We're growing employee engagement and volunteer programs one business at a time.
Over the past year, the Federal Reserve Bank of Dallas has partnered closely with CFT for Business (CFT4B) to grow their “Let’s Help” employee engagement and volunteer programs.
“The Federal Reserve Bank of Dallas’ mission is to serve the public. Giving back is the compass that connects us to our community. We focus on three pillars: neighborhood stabilization, economic growth and opportunity, and financial capability and access,” said senior community development advisor Elizabeth Sobel-Blum. “CFT4B has provided us the infrastructure to bring employees closer to our mission through volunteerism. The CFT4B team listened to our priorities and provided us with an ongoing list of nonprofits to partner with that fit within our focus of economic wellness. We’re now able to offer employees a much broader array of choices they can engage in and lead that fit their unique passions.”
“CFT4B makes it easier and more efficient for our employees to become volunteer champions,” noted community development officer Roy Lopez. “We wanted a way to provide service opportunities without employees having to be engaged with logistics that take time away from the volunteer experience. CFT4B acts as our backbone support for so many things we wouldn’t have bandwidth to do on our own.”
“The online portal for volunteer management offered through CFT4B has been a huge help to us,” added program manager and community engagement advisor Jenna Dillenback.
“We value the tremendous expertise of the CFT4B team in growing our program, sharing best practices and connecting us to opportunities we didn’t even know existed. In addition to providing custom volunteer projects, they helped us create an engaging volunteer fair and a nonprofit board leadership training program for employees,” said Lopez. “Being part of the CFT4B network of companies has been meaningful for us, providing us the ability to meet like-minded people outside of our company.”
Beyond their CFT4B partnership, one of the reasons why the Fed’s employee engagement and volunteerism efforts are such a success is because they’ve had the support of leadership from the beginning. “Our president challenged us to be leading citizens and to live out loud our values of corporate social responsibility. To truly be engaged locally, we need to volunteer and serve on boards so we have on-the-ground insight across the organization into economic conditions,” added Lopez.
“It gives employees the ability to learn firsthand about key issues such as food insecurity and financial instability. It’s been a great way for employees to collaborate and deepen connections across departments. It’s also helped us to attract, retain and develop top talent. Each of our volunteer experiences provides a leadership opportunity for employees,” said Lopez.

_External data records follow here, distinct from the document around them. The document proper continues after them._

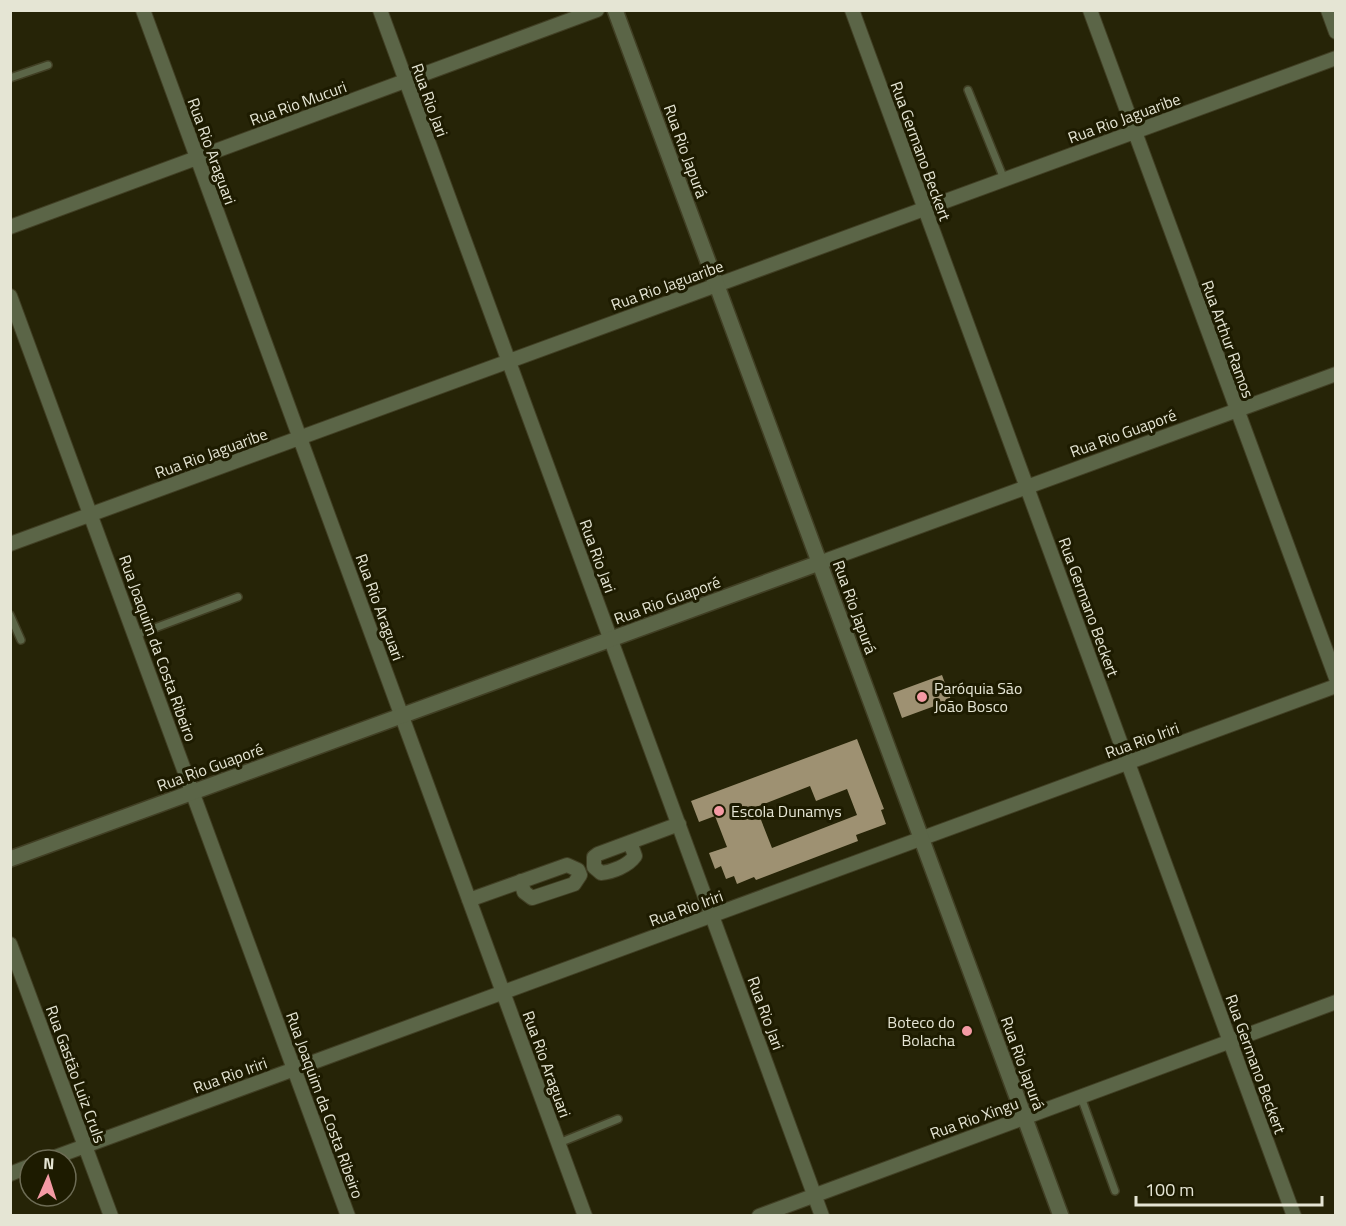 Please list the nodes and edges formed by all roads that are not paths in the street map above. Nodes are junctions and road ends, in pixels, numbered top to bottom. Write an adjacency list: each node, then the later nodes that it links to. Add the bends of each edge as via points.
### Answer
1 (143, 10): 15 (street, Rua Rio Araguari)
2 (380, 10): 12 (street, Rua Rio Jari)
3 (597, 10): 12 (street, Rua Rio Mucuri)
4 (615, 10): 19 (street, Rua Rio Japurá)
5 (852, 10): 17 (street, Rua Germano Beckert)
6 (1090, 10): 14 (street, Rua Arthur Ramos)
7 (1328, 10): 8 (street)
8 (1335, 32)
9 (1335, 58): 14 (street, Rua Rio Jaguaribe)
10 (48, 65): 11 (lane)
11 (10, 78)
12 (406, 81): 15 (street, Rua Rio Mucuri); 21 (street, Rua Rio Jari)
13 (968, 90): 16 (lane)
14 (1135, 131): 16 (street, Rua Rio Jaguaribe); 23 (street, Rua Arthur Ramos)
15 (197, 158): 18 (street, Rua Rio Mucuri); 24 (street, Rua Rio Araguari)
16 (1004, 179): 17 (street, Rua Rio Jaguaribe)
17 (925, 208): 19 (street, Rua Rio Jaguaribe); 25 (street, Rua Germano Beckert)
18 (10, 227)
19 (716, 285): 21 (street, Rua Rio Jaguaribe); 28 (street, Rua Rio Japurá)
20 (10, 296): 26 (street, Rua Joaquim da Costa Ribeiro)
21 (509, 361): 24 (street, Rua Rio Jaguaribe); 32 (street, Rua Rio Jari)
22 (1335, 374): 23 (street, Rua Rio Guaporé)
23 (1237, 410): 25 (street, Rua Rio Guaporé); 34 (street, Rua Arthur Ramos)
24 (300, 438): 26 (street, Rua Rio Jaguaribe); 36 (street, Rua Rio Araguari)
25 (1027, 487): 28 (street, Rua Rio Guaporé); 37 (street, Rua Germano Beckert)
26 (91, 514): 27 (street, Rua Rio Jaguaribe); 31 (street, Rua Joaquim da Costa Ribeiro)
27 (10, 544)
28 (819, 563): 32 (street, Rua Rio Guaporé); 40 (street, Rua Rio Japurá)
29 (238, 597): 31 (lane)
30 (10, 615): 33 (lane)
31 (136, 635): 38 (street, Rua Joaquim da Costa Ribeiro)
32 (611, 639): 36 (street, Rua Rio Guaporé); 39 (street, Rua Rio Jari)
33 (21, 640)
34 (1335, 678)
35 (1335, 686): 37 (street, Rua Rio Iriri)
36 (402, 716): 38 (street, Rua Rio Guaporé); 44 (street, Rua Rio Araguari)
37 (1128, 762): 40 (street, Rua Rio Iriri); 49 (street, Rua Germano Beckert)
38 (194, 792): 42 (street, Rua Rio Guaporé); 50 (street, Rua Joaquim da Costa Ribeiro)
39 (679, 824): 41 (street); 45 (street, Rua Rio Jari)
40 (921, 839): 45 (street, Rua Rio Iriri); 52 (street, Rua Rio Japurá)
41 (630, 842)
42 (10, 859)
43 (521, 881): 44 (street)
44 (469, 900): 47 (street, Rua Rio Araguari)
45 (712, 915): 47 (street, Rua Rio Iriri); 58 (street, Rua Rio Jari)
46 (10, 944): 55 (street, Rua Gastão Luiz Cruls)
47 (503, 992): 50 (street, Rua Rio Iriri); 54 (street, Rua Rio Araguari)
48 (1335, 1002): 49 (street, Rua Rio Xingu)
49 (1230, 1041): 51 (street, Rua Rio Xingu); 65 (street, Rua Germano Beckert)
50 (295, 1069): 55 (street, Rua Rio Iriri); 60 (street, Rua Joaquim da Costa Ribeiro)
51 (1081, 1096): 52 (street, Rua Rio Xingu); 57 (lane)
52 (1024, 1117): 58 (street, Rua Rio Xingu); 64 (street, Rua Rio Japurá)
53 (618, 1119): 54 (lane)
54 (559, 1143): 61 (street, Rua Rio Araguari)
55 (85, 1146): 56 (street, Rua Rio Iriri); 59 (street, Rua Gastão Luiz Cruls)
56 (78, 1149)
57 (1115, 1191)
58 (814, 1195): 62 (street, Rua Rio Xingu); 63 (street, Rua Rio Jari)
59 (111, 1215)
60 (348, 1215)
61 (585, 1215)
62 (759, 1215)
63 (822, 1215)
64 (1061, 1215)
65 (1294, 1215)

“We want our staff to lead and take ownership of community issues, to go out and take action. We want our internal culture to reflect that no matter what position you hold in the organization, you can be a leader working on increasing economic well-being through volunteerism, and that you can do so on work time,” said senior vice president Alfreda Norman.
The Fed offers all employees volunteer time during the work day, but they’ve found that employees continue to volunteer on their own time on the weekends and after hours. “For many of our employees, service is part of their lifestyle,” said Norman.
“We’re connecting the dots to show our employees how they can change the world, working together to increase the economic well-being of our community,” Norman continued. “Our employees are celebrating each other’s efforts and uplifting their colleagues who are doing amazing things. We’re collaborating in a much more powerful way.”